**Exercise**
Tally the lines of the entries in which the string "options" occurs, and say only how many.

**Stored data entries**

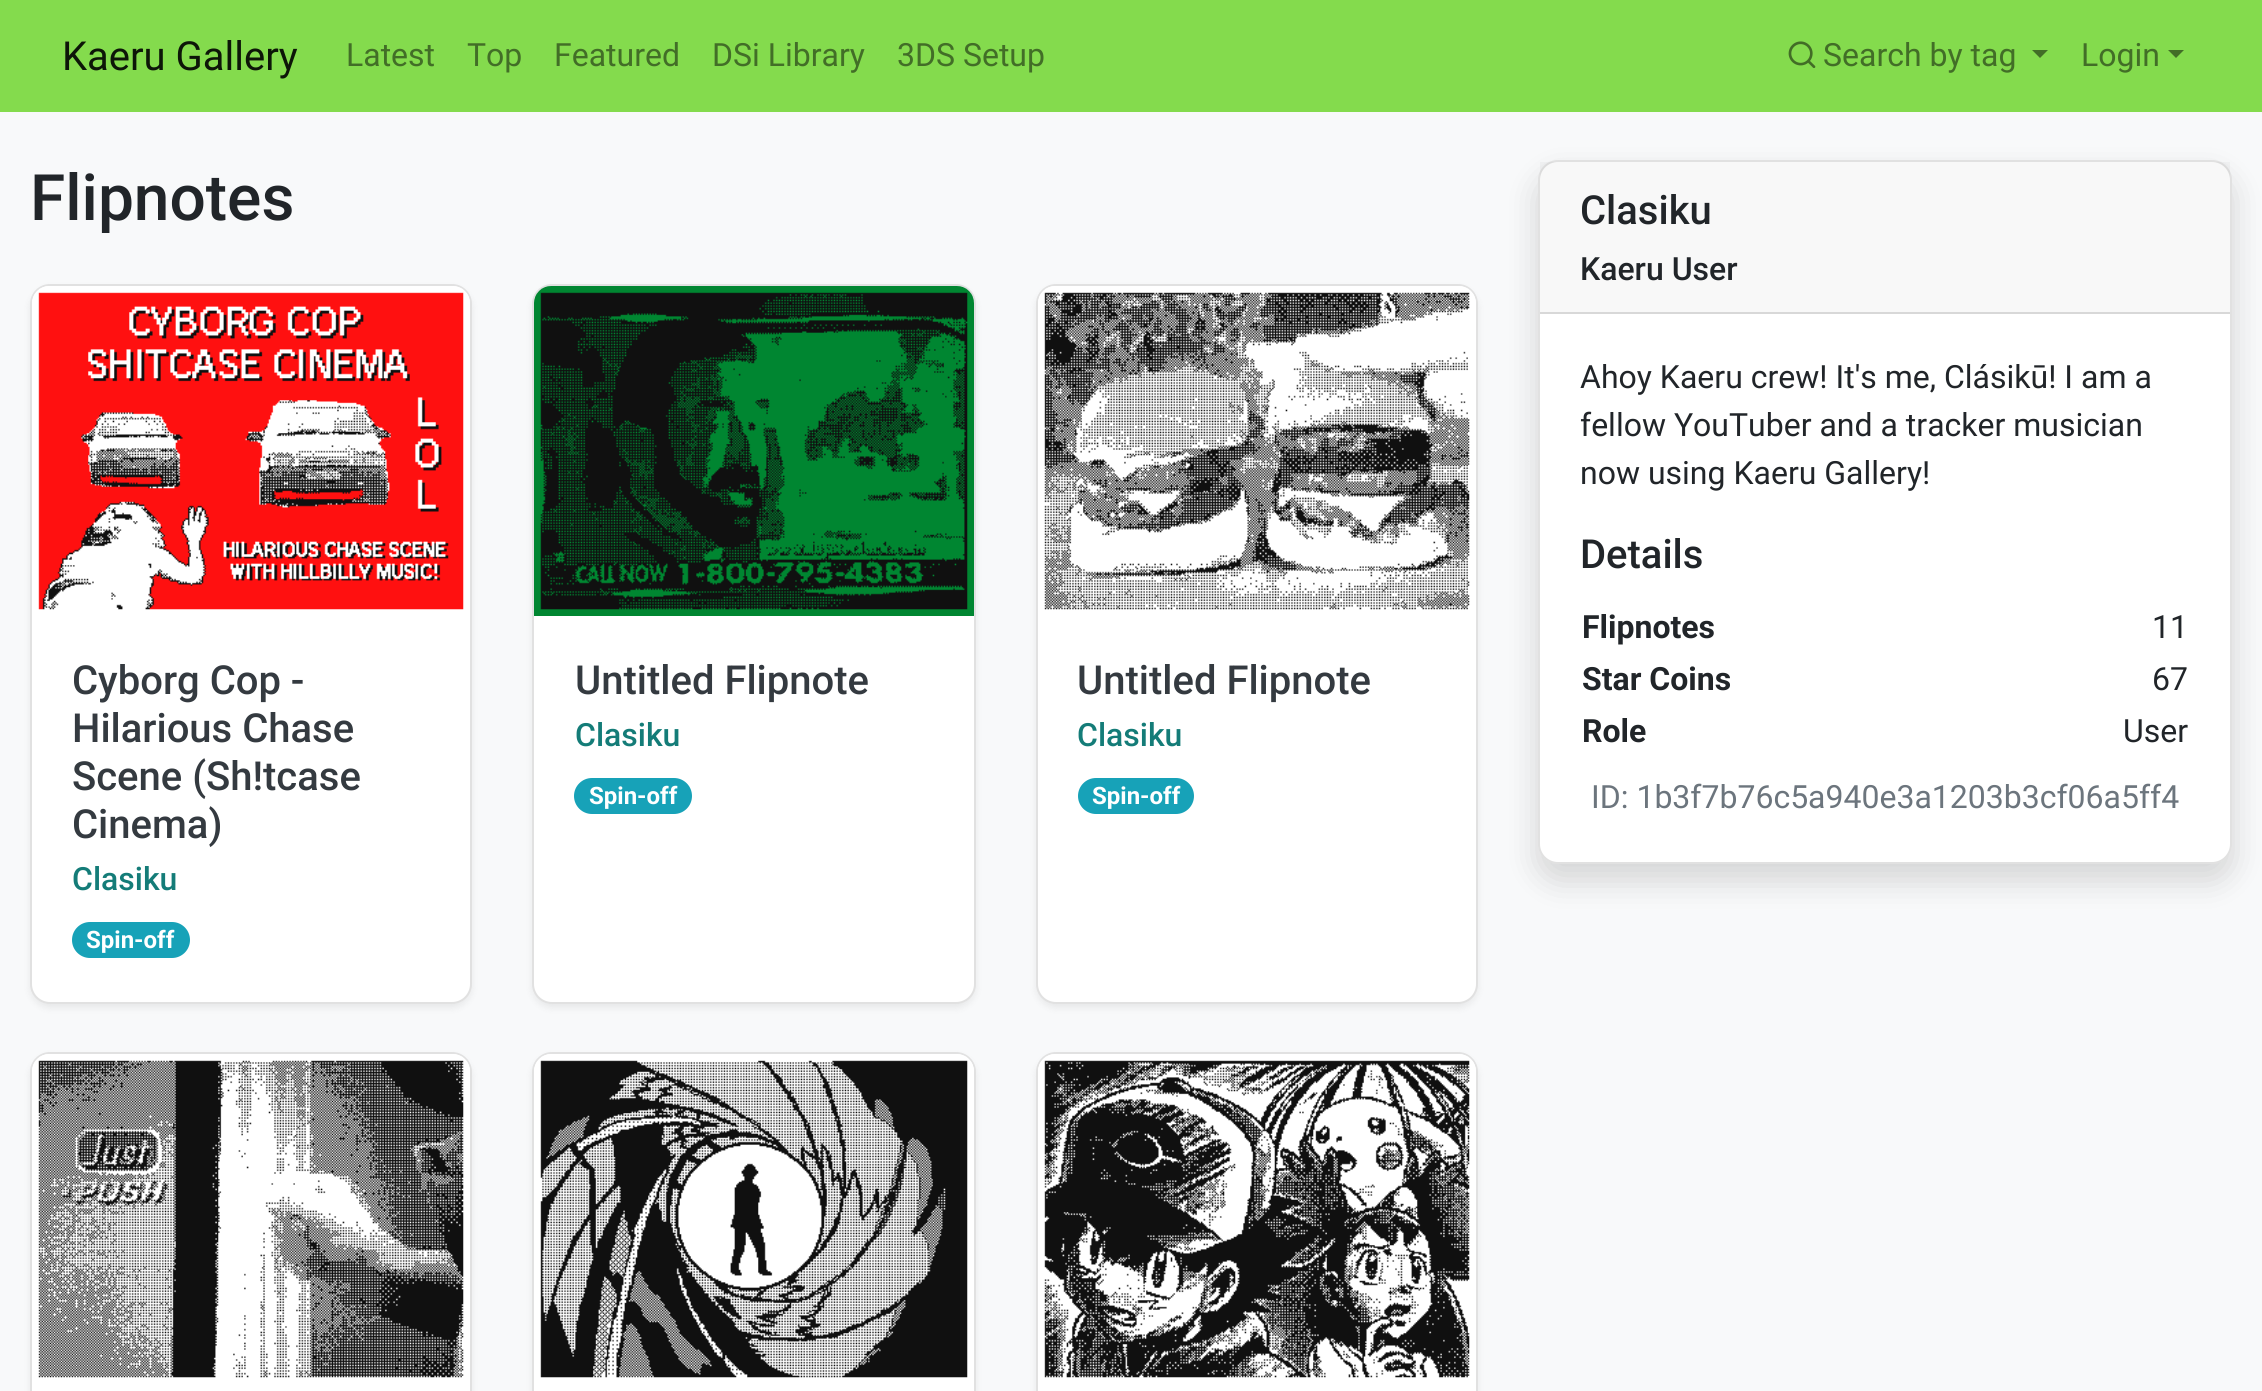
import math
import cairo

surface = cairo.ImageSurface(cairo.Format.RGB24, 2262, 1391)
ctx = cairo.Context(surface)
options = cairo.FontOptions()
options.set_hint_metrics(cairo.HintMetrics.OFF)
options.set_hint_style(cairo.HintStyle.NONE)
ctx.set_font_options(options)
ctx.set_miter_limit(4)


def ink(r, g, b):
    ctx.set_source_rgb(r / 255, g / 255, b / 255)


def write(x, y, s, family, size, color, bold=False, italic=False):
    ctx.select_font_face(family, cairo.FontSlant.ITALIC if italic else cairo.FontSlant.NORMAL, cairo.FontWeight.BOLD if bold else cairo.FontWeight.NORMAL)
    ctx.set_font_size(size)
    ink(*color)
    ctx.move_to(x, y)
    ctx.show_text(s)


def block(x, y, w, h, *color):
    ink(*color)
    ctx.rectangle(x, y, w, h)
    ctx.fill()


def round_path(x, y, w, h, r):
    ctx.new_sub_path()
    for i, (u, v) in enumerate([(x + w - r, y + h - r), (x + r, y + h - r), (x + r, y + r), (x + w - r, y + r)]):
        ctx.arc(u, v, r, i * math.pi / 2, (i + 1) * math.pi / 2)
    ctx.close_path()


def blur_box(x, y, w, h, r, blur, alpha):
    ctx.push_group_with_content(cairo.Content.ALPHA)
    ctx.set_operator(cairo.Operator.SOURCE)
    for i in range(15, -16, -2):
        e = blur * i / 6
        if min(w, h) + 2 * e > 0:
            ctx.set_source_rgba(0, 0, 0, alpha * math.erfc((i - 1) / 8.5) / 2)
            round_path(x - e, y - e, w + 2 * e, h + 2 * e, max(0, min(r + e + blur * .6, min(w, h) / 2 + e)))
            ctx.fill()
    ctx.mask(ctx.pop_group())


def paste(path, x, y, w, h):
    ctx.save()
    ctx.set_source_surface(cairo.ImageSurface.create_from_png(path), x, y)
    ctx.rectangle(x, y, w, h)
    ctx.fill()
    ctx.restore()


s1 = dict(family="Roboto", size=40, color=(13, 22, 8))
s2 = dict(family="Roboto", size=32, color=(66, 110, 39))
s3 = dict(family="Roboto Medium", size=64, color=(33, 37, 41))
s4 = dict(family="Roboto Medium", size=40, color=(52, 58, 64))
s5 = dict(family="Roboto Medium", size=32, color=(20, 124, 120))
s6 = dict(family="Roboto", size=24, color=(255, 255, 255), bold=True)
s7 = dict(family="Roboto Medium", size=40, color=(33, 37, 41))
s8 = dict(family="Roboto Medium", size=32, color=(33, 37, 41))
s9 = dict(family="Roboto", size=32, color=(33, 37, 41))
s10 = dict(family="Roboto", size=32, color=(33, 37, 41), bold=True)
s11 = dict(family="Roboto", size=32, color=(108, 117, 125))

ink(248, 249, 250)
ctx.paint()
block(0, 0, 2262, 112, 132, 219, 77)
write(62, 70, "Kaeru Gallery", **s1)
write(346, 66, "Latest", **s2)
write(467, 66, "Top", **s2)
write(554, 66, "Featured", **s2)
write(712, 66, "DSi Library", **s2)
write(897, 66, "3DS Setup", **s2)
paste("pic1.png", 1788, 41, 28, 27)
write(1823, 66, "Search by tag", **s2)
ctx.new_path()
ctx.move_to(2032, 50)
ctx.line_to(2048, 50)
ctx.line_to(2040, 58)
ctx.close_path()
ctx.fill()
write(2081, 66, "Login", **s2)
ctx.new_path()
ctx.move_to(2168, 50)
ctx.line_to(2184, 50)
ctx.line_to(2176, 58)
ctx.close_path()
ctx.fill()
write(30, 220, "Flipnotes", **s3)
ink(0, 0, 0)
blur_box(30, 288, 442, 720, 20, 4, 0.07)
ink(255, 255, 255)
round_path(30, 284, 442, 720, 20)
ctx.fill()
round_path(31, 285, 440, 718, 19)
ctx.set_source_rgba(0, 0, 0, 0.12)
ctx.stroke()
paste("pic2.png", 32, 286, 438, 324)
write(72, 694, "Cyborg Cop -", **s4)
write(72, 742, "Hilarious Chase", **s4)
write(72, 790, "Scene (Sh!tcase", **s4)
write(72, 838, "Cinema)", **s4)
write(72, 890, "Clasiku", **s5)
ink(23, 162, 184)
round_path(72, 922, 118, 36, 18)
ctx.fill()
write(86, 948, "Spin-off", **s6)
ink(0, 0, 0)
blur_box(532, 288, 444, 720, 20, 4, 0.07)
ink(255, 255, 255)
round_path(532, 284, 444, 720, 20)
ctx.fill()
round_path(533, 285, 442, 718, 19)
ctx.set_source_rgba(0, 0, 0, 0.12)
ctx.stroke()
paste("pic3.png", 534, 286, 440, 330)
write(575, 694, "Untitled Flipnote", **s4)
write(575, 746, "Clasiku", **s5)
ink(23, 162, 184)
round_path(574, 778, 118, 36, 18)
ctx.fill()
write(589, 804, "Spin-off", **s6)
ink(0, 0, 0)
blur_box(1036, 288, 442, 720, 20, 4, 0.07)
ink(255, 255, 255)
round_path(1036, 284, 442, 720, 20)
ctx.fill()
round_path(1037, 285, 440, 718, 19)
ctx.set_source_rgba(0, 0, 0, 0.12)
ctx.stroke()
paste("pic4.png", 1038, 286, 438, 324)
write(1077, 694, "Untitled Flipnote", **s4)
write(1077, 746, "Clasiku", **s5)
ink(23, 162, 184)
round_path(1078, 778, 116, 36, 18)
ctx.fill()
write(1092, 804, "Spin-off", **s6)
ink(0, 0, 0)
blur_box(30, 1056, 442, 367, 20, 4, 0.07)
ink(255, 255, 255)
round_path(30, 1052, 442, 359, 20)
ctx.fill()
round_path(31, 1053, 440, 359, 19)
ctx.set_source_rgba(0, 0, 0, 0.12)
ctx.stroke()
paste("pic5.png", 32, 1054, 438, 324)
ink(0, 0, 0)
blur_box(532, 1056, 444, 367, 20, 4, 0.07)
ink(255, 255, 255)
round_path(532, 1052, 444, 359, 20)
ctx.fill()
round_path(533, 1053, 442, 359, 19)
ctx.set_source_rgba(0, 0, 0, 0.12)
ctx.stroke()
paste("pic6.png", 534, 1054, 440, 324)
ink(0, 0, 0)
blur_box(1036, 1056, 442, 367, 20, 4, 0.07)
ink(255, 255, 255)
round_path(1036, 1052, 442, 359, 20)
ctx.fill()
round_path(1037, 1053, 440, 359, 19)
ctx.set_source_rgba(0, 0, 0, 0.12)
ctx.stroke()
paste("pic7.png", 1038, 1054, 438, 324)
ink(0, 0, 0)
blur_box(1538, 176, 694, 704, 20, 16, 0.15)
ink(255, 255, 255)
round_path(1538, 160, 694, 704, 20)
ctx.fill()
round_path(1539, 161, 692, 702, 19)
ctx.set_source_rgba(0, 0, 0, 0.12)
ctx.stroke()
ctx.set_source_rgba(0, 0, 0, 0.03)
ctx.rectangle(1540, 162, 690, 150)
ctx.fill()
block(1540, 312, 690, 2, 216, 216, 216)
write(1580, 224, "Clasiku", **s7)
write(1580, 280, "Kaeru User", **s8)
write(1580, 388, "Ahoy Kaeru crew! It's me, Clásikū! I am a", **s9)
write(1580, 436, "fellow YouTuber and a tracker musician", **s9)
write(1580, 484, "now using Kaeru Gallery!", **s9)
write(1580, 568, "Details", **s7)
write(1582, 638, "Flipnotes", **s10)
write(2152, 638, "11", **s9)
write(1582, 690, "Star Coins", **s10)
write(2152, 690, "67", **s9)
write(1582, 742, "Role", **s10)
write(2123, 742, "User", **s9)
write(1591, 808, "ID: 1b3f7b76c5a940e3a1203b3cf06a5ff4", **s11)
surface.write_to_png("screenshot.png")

**Answer for the task**
4